The MOE Key Laboratory for Standardization of Chinese Medicines, Shanghai Key Laboratory of Compound Chinese Medicines and The SATCM Key Laboratory for New Resources and Quality Evaluation of Chinese Medicines, Institute of Chinese Materia Medica, Shanghai University of Traditional Chinese Medicine, Shanghai, 201203, China.
Center for Drug Safety Evaluation and Research, Innovation Research Institute of Traditional Chinese Medicine, Shanghai University of Traditional Chinese Medicine, Shanghai, 201203, China.
Cell Biol Toxicol. 2023 Dec;39(6):2685-2707. doi: 10.1007/s10565-023-09795-9. Epub 2023 Feb 21.
Improper use of acetaminophen (APAP) will induce acute liver failure. This study is designed to investigate whether early growth response-1 (EGR1) participated in the promotion on liver repair and regeneration after APAP-induced hepatotoxicity provided by natural compound chlorogenic acid (CGA). APAP induced the nuclear accumulation of EGR1 in hepatocytes regulated by extracellular-regulated protein kinase (ERK)1/2. In Egr1 knockout (KO) mice, the liver damage caused by APAP (300 mg/kg) was more severe than in wild-type (WT) mice. Results of chromatin immunoprecipitation and sequencing (ChIP-Seq) manifested that EGR1 could bind to the promoter region in Becn1, Ccnd1, and Sqstm1 (p62) or the catalytic/modify subunit of glutamate-cysteine ligase (Gclc/Gclm).
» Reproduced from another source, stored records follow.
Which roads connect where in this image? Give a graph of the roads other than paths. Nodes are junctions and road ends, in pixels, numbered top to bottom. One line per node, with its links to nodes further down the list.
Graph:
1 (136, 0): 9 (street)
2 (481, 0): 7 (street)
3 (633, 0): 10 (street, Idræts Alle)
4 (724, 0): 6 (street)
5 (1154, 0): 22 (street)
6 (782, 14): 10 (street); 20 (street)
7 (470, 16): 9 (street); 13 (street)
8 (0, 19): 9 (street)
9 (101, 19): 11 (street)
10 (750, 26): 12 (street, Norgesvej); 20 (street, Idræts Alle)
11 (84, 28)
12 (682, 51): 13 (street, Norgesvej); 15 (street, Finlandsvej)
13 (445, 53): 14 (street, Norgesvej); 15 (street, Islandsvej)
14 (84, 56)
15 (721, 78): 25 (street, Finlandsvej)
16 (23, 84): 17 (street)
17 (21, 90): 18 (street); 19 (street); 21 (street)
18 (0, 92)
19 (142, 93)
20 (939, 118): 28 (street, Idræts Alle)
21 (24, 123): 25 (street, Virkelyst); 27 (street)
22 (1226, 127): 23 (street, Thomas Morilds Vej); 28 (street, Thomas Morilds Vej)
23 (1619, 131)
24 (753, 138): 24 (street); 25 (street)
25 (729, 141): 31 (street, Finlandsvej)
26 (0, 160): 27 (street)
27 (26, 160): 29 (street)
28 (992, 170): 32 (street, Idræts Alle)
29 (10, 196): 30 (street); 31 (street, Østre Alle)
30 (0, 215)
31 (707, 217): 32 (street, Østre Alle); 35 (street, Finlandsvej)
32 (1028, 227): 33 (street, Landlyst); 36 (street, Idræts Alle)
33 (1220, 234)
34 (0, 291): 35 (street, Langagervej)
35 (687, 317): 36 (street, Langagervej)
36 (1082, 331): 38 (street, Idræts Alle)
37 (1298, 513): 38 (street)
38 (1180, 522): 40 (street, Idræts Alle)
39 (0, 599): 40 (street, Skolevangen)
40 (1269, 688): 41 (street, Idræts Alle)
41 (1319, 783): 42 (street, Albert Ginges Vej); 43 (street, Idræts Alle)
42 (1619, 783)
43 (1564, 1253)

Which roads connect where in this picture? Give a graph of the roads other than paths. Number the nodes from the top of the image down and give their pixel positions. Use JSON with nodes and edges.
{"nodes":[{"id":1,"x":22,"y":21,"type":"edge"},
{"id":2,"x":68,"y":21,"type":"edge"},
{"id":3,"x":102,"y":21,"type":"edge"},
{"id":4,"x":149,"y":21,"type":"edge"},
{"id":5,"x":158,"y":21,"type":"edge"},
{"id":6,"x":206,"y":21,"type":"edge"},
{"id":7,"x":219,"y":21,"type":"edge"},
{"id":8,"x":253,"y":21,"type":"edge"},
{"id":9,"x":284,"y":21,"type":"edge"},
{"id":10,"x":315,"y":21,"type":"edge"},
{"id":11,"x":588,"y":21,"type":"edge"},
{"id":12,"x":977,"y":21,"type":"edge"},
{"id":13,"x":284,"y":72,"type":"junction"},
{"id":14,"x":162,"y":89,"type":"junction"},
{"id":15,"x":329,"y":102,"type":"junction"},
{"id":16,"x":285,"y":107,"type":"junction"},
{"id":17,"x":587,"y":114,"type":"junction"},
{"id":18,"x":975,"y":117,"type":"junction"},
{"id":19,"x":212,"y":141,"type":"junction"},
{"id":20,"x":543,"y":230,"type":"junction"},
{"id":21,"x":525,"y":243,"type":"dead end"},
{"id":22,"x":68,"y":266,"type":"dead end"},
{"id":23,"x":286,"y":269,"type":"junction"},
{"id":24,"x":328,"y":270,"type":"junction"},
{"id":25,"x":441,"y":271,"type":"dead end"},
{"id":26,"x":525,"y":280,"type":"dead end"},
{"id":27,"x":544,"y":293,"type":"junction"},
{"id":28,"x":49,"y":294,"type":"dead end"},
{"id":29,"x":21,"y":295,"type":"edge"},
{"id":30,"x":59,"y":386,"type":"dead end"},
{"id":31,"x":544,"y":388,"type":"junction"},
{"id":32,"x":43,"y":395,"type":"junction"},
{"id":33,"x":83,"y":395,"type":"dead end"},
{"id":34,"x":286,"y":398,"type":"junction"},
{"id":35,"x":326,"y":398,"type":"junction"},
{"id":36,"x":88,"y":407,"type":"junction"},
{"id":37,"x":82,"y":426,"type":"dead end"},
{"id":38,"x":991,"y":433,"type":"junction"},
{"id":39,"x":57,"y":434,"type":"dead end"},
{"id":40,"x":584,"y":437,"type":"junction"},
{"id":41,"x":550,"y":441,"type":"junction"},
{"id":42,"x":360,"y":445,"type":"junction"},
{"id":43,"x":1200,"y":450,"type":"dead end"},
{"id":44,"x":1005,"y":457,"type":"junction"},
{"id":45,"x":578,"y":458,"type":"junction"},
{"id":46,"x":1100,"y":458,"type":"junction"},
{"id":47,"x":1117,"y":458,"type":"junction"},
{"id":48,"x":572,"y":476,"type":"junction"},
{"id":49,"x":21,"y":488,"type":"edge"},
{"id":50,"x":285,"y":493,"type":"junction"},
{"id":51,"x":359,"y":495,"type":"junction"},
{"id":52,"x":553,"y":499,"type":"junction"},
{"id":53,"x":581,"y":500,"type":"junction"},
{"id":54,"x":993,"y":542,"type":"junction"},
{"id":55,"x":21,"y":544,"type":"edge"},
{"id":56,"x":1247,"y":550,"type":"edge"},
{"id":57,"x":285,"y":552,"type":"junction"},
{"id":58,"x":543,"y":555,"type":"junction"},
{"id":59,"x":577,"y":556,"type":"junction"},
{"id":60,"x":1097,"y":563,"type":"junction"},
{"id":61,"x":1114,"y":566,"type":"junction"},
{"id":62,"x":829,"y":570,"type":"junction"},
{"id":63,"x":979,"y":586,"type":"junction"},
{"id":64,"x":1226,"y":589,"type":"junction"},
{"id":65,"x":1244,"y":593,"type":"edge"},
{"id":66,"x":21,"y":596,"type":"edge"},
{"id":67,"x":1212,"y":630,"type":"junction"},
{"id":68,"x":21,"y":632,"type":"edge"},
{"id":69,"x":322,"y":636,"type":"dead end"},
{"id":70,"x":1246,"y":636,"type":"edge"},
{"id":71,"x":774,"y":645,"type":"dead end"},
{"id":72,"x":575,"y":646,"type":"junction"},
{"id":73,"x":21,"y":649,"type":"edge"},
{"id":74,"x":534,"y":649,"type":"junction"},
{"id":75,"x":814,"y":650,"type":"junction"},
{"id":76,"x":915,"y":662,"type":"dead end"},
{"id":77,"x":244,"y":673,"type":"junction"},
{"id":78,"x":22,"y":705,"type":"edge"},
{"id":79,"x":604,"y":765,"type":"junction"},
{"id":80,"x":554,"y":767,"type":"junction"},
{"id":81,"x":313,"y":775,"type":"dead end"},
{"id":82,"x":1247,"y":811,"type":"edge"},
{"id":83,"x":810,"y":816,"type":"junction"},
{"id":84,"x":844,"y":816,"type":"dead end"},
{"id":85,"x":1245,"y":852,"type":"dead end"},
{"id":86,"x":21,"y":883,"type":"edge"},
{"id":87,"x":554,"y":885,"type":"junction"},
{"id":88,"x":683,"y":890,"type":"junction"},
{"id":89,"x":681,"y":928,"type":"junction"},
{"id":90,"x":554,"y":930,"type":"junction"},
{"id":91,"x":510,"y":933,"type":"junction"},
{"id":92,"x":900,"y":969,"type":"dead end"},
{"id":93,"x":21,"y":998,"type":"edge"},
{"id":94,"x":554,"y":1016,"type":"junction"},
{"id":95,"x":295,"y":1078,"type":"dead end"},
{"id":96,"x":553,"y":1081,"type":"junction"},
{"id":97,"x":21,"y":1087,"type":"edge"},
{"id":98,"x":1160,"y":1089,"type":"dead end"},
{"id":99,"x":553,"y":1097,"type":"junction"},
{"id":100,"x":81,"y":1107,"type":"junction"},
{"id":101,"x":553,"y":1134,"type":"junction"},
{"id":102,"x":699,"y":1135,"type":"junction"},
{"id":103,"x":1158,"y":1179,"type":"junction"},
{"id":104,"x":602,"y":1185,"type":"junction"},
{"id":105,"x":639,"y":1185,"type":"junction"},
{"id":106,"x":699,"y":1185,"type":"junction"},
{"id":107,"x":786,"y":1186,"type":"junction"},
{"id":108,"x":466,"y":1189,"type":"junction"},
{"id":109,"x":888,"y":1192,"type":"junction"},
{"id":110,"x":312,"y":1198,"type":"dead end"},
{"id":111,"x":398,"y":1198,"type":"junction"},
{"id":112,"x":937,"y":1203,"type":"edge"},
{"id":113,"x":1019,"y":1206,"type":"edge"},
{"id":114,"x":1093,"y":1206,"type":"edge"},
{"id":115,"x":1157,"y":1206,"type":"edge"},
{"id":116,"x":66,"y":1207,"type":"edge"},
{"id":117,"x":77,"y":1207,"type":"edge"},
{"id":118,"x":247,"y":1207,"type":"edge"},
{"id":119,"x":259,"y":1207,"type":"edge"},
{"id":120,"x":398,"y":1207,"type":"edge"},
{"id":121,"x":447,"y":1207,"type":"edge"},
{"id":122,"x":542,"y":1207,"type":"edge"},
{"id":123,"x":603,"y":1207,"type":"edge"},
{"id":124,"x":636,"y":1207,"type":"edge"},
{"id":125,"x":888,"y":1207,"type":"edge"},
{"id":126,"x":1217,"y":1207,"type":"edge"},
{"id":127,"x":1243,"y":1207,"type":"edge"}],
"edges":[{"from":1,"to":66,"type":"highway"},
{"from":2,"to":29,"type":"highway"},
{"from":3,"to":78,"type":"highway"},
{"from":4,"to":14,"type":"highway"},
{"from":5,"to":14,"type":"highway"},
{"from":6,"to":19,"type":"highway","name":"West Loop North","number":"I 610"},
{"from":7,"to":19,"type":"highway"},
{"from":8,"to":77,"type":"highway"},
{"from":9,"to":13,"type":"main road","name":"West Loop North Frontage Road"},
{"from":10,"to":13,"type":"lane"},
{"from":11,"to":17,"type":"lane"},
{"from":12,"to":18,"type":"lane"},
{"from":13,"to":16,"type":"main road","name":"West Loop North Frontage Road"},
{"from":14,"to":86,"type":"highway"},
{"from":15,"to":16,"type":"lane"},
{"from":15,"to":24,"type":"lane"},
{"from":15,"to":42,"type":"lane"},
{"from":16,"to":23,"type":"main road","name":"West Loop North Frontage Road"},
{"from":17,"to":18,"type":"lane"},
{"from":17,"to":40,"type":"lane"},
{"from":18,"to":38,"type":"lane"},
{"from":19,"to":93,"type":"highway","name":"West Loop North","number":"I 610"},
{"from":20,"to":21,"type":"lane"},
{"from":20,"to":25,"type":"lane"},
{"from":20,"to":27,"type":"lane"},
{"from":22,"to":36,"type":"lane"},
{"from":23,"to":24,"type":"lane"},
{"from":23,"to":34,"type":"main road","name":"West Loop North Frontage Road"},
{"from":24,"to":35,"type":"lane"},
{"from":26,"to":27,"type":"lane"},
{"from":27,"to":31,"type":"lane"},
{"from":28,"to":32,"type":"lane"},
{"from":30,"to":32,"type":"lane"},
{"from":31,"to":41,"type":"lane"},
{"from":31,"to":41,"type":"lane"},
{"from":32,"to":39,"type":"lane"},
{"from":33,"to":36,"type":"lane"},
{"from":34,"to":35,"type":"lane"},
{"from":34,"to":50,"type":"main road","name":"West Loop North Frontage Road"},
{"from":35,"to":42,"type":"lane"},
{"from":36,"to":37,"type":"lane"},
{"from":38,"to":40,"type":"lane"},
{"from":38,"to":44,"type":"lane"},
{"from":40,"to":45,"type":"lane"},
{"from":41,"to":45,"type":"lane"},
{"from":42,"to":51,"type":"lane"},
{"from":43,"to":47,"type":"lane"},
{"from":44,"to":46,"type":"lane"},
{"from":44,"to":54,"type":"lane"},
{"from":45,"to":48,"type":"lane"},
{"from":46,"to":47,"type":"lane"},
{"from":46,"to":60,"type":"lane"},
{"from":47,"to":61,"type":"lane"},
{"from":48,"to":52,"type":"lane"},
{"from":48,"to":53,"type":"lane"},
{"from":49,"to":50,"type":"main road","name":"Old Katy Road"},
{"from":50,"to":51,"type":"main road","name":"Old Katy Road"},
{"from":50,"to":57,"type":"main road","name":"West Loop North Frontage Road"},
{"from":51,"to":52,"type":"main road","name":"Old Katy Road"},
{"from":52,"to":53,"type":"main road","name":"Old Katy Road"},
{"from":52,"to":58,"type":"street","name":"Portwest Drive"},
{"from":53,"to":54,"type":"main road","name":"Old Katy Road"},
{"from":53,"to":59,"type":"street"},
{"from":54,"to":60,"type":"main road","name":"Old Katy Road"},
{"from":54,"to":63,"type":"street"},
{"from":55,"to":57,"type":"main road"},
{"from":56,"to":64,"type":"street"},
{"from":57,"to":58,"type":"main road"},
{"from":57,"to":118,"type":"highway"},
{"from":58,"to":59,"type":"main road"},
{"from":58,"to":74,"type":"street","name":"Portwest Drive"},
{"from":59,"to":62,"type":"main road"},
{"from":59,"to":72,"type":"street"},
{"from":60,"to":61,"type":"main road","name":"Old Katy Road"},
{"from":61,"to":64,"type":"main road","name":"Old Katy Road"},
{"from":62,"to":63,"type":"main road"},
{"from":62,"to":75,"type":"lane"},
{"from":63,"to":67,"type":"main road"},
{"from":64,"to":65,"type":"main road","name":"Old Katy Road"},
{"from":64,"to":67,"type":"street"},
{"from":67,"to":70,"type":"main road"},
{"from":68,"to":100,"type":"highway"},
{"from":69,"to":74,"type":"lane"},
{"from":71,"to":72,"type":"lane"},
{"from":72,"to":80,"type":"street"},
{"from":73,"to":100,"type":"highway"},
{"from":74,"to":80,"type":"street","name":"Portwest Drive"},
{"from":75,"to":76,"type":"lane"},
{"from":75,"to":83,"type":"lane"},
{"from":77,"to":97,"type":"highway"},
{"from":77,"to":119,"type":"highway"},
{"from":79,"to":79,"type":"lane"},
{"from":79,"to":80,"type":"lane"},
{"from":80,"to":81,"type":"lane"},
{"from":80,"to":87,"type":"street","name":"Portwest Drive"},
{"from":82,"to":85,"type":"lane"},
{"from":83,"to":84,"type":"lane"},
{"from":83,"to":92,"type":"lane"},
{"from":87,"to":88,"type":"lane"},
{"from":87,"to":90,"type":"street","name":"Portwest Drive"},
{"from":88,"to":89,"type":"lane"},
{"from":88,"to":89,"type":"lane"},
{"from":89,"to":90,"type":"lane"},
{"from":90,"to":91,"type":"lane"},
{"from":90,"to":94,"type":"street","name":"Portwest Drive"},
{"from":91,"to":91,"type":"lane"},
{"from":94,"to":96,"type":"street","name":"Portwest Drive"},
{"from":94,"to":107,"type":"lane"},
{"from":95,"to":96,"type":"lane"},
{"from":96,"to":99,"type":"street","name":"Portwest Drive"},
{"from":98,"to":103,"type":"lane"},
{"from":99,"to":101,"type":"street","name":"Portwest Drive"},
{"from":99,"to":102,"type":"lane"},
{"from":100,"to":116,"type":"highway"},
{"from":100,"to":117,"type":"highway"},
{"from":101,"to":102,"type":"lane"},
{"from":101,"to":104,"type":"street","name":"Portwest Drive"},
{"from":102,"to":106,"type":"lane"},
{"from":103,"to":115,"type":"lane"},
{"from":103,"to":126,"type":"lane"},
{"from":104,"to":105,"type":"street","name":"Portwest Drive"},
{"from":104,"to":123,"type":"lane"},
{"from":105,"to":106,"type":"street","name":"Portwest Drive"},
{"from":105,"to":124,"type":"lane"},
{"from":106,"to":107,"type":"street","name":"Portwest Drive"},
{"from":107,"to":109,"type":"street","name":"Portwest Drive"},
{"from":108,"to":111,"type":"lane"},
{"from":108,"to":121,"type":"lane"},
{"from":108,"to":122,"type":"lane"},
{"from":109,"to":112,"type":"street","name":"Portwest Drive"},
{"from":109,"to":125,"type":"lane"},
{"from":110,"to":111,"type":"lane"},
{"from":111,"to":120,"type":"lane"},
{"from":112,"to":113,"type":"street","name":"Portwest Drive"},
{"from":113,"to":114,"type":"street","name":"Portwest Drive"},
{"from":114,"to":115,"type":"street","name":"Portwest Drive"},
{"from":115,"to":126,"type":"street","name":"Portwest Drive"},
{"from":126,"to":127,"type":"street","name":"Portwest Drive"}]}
Autophagy formation and APAP-cysteine adduct (APAP-CYS) clearance were decreased in Egr1 KO mice administered with APAP. The EGR1 deletion reduced hepatic cyclin D1 expression at 6, 12, or 18 h post APAP administration. Meanwhile, the EGR1 deletion also decreased hepatic p62, Gclc and Gclm expression, GCL enzymatic activity, and glutathione (GSH) content and decreased nuclear factor erythroid 2-related factor 2 (Nrf2) activation and thus aggravated oxidative liver injury induced by APAP. CGA increased EGR1 nuclear accumulation; enhanced hepatic Ccnd1, p62, Gclc, and Gclm expression; and accelerated the liver regeneration and repair in APAP-intoxicated mice. In conclusion, EGR1 deficiency aggravated liver injury and obviously delayed liver regeneration post APAP-induced hepatotoxicity through inhibiting autophagy, enhancing liver oxidative injury, and retarding cell cycle progression, but CGA promoted the liver regeneration and repair in APAP-intoxicated mice via inducing EGR1 transcriptional activation.
对乙酰氨基酚(APAP)使用不当会导致急性肝衰竭。本研究旨在探讨天然化合物绿原酸(CGA)是否通过早期生长反应-1(EGR1)参与 APAP 诱导的肝毒性后肝脏修复和再生的促进作用。APAP 诱导细胞外调节蛋白激酶(ERK)1/2 调节的肝细胞中 EGR1 的核积累。在 Egr1 敲除(KO)小鼠中,APAP(300mg/kg)引起的肝损伤比野生型(WT)小鼠更严重。染色质免疫沉淀和测序(ChIP-Seq)的结果表明,EGR1 可以与 Becn1、Ccnd1 和 Sqstm1(p62)或谷氨酸半胱氨酸连接酶的催化/修饰亚基(Gclc/Gclm)的启动子区域结合。给予 APAP 的 Egr1 KO 小鼠中自噬形成和 APAP-半胱氨酸加合物(APAP-CYS)清除减少。EGR1 缺失降低了 APAP 给药后 6、12 或 18 小时的肝周期蛋白 D1 表达。同时,EGR1 缺失还降低了肝 p62、Gclc 和 Gclm 表达、GCL 酶活性和谷胱甘肽(GSH)含量,降低了核因子红细胞 2 相关因子 2(Nrf2)的激活,从而加重了 APAP 诱导的氧化肝损伤。CGA 增加了 EGR1 的核积累;增强了肝 Ccnd1、p62、Gclc 和 Gclm 的表达;并加速了 APAP 中毒小鼠的肝再生和修复。总之,EGR1 缺乏通过抑制自噬、增强肝氧化损伤和延迟细胞周期进程,加重 APAP 诱导的肝损伤,明显延迟肝再生,但 CGA 通过诱导 EGR1 转录激活促进 APAP 中毒小鼠的肝再生和修复。